This year’s legislative session, which wrapped up Friday, was different from many in the past. The budget was approved blessedly early, so state finances didn’t intrude into the late summer deliberations. With control of both houses, Democrats and their labor allies got much of what they wanted, and they got it early.
The upside – possibly the only one – is that state employee unions didn’t use the final day of session to sneak through an onerous raid on the state treasury, as they have in the past.
In other ways, however, this session was sadly familiar. Too many bills were introduced. Too many were passed. The Senate and Assembly – despite being led by members of the same party – engaged in their usual cross-chamber pirate antics. Bills were taken hostage, sometimes for good reason, other times for mere deal-making. Several that got out late did so only because one chamber or the other agreed to terms of their release. We may not learn of those terms for weeks, assuming we ever do.
What else was familiar? Transparency was trampled. In the final hours, bills were gutted and amended, force-fed like a French goose and voted out with barely a glance by lawmakers doing the voting.
Early on, there was hope for significant revisions to modify, not gut, the California Environmental Quality Act, but the key element of the legislation that did emerge is an exemption for the Sacramento and its new basketball arena. A gut-and-amend bill to revamp marijuana laws started moving late, and was mercifully sidetracked. That means legislation regulating medical marijuana will return in 2014 or be the subject of an initiative in 2016.
At the urging of Senate President Pro Tem Darrell Steinberg, the Legislature took what could turn out to be significant steps to help severely mentally ill people, making clear that counties can use money from the 2004 Mental Health Services Act to pay for intensive outpatient care.
Democrats held two-thirds majorities, but did not raise significant taxes, as some feared. They did, however, approve an increase to the minimum wage, taking it from $8 to $9 an hour by July 2013 and then to $10 an hour in 2016. Our region’s legislators voted the party line, with Democrats supporting the raise and Republicans opposing it, with the exception of Sen. Anthony Cannella, R-Ceres, who did not vote on this bill, AB 10.
While we agree that it makes sense for California, with its high cost of living, to have a minimum wage that is higher than the national floor. But we’re concerned that the wage increase will further challenge small and struggling businesses at a time when they are trying to figure out how they will be affected by the Affordable Care Act. Businesses could be reluctant to hire just based on the uncertainty.
The Legislature also took a step toward allowing illegal immigrants to obtain driver’s licenses, largely on the argument that it is safer for all motorists and passengers to get everyone who is behind the wheel licensed and insured. We agree with that argument. Cannella was one of two Republicans to vote for this bill. Sen Tom Berryhill, R-Twain Harte, did not vote on it. Otherwise, again, the votes by local legislators followed the party lines.
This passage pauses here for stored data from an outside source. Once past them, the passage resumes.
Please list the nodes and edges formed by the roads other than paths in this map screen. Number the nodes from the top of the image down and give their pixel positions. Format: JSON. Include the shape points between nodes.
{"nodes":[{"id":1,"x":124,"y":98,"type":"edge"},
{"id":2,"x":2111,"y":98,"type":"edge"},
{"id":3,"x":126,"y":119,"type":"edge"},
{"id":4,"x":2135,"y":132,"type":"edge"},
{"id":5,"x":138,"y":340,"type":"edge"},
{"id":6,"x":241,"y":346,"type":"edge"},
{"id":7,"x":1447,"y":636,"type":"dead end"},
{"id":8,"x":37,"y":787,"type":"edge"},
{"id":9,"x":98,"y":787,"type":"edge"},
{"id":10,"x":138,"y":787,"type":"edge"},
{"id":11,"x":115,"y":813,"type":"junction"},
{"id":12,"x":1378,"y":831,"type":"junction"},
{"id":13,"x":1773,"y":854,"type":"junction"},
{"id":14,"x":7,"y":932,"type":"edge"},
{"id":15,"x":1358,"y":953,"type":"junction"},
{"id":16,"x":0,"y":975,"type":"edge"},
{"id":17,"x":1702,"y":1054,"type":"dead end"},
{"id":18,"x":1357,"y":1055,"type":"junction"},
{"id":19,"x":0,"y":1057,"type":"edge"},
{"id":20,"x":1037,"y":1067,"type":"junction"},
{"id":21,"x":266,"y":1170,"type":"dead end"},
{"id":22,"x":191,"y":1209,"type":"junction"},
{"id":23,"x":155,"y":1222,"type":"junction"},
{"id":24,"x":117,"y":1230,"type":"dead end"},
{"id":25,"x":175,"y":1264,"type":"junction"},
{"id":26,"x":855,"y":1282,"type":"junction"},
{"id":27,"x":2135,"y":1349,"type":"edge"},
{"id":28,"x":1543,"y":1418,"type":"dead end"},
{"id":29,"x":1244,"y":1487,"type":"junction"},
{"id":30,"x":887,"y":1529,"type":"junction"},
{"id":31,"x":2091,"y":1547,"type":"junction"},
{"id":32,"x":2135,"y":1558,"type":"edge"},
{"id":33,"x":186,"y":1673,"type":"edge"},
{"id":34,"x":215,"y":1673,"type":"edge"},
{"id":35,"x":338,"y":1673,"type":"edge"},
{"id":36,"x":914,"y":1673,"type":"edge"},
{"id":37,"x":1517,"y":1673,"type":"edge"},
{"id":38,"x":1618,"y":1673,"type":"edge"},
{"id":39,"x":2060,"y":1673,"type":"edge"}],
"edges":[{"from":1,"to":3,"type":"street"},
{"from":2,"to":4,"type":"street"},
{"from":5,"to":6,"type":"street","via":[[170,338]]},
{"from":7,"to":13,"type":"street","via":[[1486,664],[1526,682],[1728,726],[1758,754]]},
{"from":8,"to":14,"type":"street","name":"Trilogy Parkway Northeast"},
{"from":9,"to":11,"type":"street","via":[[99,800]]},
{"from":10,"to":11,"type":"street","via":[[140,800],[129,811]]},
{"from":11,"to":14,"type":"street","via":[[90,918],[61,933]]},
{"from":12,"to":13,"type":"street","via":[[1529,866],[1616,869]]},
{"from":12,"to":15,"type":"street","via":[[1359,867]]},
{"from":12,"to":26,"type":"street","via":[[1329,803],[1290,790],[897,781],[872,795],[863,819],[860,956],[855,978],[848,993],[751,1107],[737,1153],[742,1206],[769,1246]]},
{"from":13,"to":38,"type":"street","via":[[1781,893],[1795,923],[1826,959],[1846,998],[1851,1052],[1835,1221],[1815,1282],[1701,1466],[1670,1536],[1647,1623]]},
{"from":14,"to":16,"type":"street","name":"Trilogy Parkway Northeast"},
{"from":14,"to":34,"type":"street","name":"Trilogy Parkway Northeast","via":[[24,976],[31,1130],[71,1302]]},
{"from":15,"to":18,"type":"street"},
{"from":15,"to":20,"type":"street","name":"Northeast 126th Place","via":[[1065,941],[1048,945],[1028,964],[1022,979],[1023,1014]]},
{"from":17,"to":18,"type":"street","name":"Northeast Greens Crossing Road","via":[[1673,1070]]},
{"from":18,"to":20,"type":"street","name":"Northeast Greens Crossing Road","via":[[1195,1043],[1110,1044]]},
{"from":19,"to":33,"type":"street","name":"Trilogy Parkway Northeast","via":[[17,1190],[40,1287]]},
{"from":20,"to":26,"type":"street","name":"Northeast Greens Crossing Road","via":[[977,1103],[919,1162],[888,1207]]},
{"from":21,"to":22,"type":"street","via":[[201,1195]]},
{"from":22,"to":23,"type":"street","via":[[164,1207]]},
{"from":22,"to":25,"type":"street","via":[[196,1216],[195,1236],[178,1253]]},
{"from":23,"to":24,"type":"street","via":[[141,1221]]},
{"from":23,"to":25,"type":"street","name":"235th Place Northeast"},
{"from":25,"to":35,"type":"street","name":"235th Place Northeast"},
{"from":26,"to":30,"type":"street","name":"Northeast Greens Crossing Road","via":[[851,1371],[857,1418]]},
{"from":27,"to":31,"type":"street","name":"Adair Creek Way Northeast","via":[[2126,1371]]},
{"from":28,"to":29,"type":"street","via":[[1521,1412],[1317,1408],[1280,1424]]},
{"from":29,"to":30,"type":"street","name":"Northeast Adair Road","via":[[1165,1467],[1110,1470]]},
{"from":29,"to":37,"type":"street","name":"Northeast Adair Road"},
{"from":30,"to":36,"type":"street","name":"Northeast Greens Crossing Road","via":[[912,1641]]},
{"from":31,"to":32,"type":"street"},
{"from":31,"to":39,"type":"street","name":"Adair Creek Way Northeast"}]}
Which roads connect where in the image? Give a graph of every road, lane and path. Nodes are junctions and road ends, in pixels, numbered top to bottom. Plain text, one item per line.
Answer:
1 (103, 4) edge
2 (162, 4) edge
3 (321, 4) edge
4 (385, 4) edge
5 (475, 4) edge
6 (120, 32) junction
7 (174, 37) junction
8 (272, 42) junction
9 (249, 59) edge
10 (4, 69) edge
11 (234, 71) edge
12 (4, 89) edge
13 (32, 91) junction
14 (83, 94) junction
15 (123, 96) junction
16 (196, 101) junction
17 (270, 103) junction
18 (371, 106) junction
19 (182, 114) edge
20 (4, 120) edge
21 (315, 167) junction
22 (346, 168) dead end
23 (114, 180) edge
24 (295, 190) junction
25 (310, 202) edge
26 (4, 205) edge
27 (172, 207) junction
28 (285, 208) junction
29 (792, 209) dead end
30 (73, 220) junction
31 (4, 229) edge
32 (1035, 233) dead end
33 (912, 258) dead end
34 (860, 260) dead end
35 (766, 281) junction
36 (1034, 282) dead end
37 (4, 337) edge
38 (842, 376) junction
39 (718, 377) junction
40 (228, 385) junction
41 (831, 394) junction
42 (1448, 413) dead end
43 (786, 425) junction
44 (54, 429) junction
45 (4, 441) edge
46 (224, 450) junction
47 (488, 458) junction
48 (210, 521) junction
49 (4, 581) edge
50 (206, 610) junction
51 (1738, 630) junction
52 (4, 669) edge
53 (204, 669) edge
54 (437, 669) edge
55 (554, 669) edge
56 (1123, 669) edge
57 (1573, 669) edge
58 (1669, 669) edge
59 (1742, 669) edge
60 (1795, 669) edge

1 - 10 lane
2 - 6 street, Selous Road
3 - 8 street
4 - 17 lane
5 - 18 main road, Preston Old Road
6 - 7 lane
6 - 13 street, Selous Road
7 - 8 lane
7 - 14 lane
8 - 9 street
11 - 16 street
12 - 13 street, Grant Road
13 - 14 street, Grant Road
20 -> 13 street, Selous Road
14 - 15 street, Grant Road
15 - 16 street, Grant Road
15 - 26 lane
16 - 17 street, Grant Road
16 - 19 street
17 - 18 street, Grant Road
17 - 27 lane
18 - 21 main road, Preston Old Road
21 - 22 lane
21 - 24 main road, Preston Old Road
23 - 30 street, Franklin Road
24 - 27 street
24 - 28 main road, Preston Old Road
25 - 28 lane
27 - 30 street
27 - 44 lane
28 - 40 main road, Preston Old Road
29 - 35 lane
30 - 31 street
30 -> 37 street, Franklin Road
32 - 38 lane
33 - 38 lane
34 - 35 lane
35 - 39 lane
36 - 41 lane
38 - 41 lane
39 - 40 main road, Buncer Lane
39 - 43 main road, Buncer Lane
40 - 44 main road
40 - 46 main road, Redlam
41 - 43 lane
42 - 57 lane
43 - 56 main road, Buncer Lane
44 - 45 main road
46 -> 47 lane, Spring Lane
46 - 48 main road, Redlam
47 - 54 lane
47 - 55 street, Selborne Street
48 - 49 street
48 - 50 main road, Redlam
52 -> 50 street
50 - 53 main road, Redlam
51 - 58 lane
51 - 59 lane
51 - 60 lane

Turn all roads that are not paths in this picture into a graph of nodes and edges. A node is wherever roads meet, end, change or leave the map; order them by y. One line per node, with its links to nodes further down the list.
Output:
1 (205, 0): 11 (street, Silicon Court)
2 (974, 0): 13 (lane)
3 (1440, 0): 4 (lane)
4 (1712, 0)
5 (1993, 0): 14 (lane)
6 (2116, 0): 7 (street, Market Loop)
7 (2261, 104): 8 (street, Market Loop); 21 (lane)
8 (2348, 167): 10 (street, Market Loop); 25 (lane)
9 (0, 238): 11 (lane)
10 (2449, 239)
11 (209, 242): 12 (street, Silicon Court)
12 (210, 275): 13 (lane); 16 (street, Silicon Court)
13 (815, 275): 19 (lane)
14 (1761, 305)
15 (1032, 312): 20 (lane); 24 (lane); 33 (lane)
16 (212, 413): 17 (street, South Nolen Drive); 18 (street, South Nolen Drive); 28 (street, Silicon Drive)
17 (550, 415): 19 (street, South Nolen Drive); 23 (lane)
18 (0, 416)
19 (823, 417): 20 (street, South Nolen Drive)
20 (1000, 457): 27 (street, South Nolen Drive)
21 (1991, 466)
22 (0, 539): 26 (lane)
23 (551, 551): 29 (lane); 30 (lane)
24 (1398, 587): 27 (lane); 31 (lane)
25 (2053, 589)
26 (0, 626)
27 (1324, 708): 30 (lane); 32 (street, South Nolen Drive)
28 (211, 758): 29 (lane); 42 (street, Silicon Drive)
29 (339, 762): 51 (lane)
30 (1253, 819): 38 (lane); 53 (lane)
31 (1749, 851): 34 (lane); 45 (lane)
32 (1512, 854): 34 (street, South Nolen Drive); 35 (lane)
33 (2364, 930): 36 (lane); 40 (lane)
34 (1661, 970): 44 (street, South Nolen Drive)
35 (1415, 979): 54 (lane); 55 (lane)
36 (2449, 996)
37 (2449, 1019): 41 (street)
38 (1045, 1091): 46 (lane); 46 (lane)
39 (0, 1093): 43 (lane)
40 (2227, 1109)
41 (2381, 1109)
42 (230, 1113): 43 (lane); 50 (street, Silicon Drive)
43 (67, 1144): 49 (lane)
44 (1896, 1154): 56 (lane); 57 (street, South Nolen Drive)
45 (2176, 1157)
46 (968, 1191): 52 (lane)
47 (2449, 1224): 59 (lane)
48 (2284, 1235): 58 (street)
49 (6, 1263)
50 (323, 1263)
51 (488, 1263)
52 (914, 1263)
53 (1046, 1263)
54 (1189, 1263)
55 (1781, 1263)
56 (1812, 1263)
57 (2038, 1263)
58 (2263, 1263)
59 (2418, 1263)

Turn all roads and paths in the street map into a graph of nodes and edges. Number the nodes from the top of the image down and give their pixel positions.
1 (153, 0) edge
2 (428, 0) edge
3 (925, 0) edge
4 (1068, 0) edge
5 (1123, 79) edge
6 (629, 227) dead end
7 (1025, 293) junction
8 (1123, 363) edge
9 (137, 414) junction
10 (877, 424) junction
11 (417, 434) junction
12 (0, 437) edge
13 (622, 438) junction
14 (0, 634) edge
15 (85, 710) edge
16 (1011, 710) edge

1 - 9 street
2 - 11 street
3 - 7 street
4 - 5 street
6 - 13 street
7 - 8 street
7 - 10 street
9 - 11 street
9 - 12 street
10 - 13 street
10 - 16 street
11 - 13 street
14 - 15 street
The governor has shown his hand on some bills, promising to sign the minimum-wage increase, for instance, and signaling that he also likely will sign the driver’s license legislation.
But we don’t know what the governor will do with many of the bills. He has until Oct. 13 to sign or veto the bills that were approved at the end of this session. No doubt, some try lobbying Brown, but he often seems impervious to lobbying.
Since that may be a wasted effort, lawmakers might want to spend the time reflecting on how they might have made this a more productive and transparent legislative session.